Il s’agira aussi (donc) de Penser les Plaies « Alors je plonge, alors je plonge dans sa plaie, Mais qu’est ce que j’en pense ? », vaine tentative d’apaiser les cris et l’esprit de « tous ceux qui saignent », sur un tapis de Hip-Hop lourd et industriel sublimant les mots et les maux. Les coups de couteau ne s’arrêtent pas pour autant et s’étalent enfin le long des vingt minutes de Pourquoi Pas, introduit par l’échange entre un jeune qui a tenté de se foutre en l’air et ce qu’on devine être son assistante sociale, progressivement parasité électroniquement, tel le désir de mort qui prend ses aises peu à peu « Ah j’ai la haine j’pourrais m’donner la mort, mais qu’elle vienne cette conne ». La guitare fait peser encore davantage le propos et le beat initial parvient à stopper l’hémorragie, mais la cicatrice demeure purulente.

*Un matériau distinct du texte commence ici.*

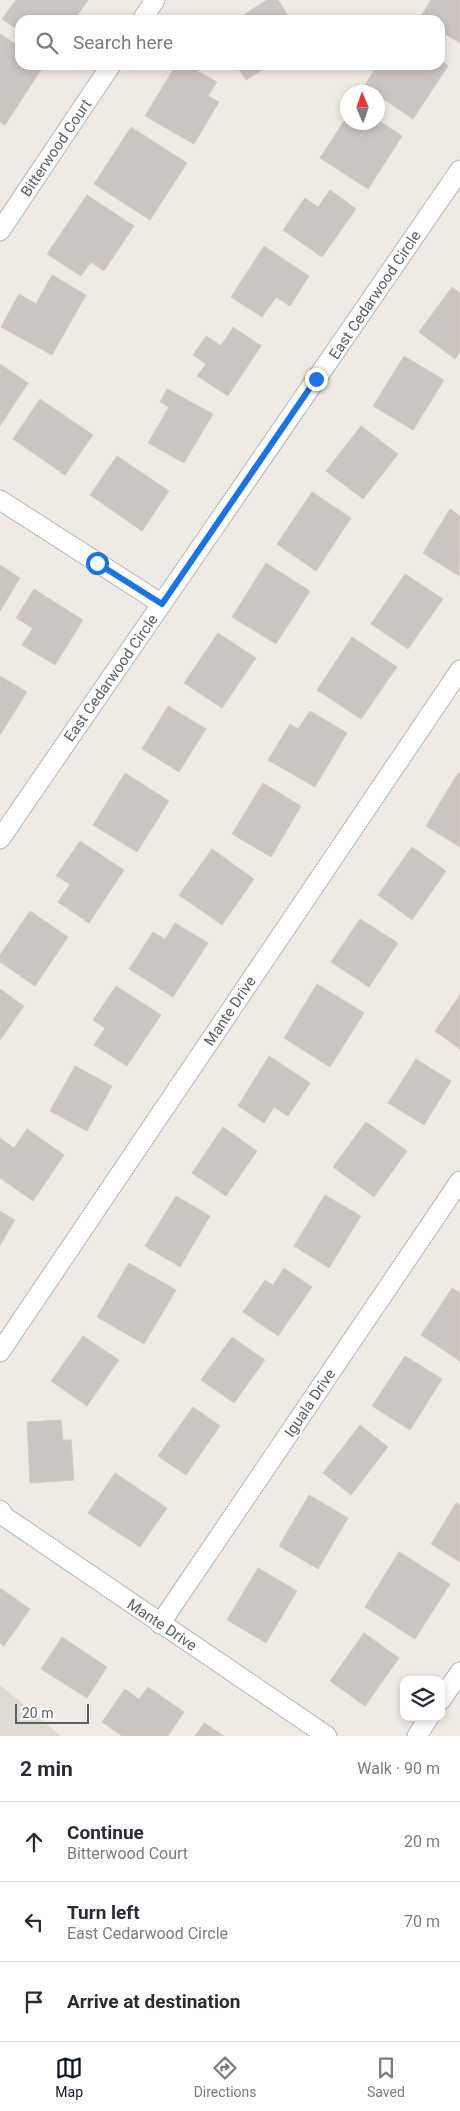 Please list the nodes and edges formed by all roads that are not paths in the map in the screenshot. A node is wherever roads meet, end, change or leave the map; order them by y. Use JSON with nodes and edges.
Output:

J’espère que tu danseras quelque part est un objet musical et narratif unique, écrit à une douzaine de mains touchées dans leur chair, formant Biollante, ce kaijū monstrueux portant malgré lui l’ensemble de nos saloperies sur son dos vert fluo, appelé à nous engloutir, à nous confiner au fond de ses tripes nécrosées, et on l'aura sans doute pas volé.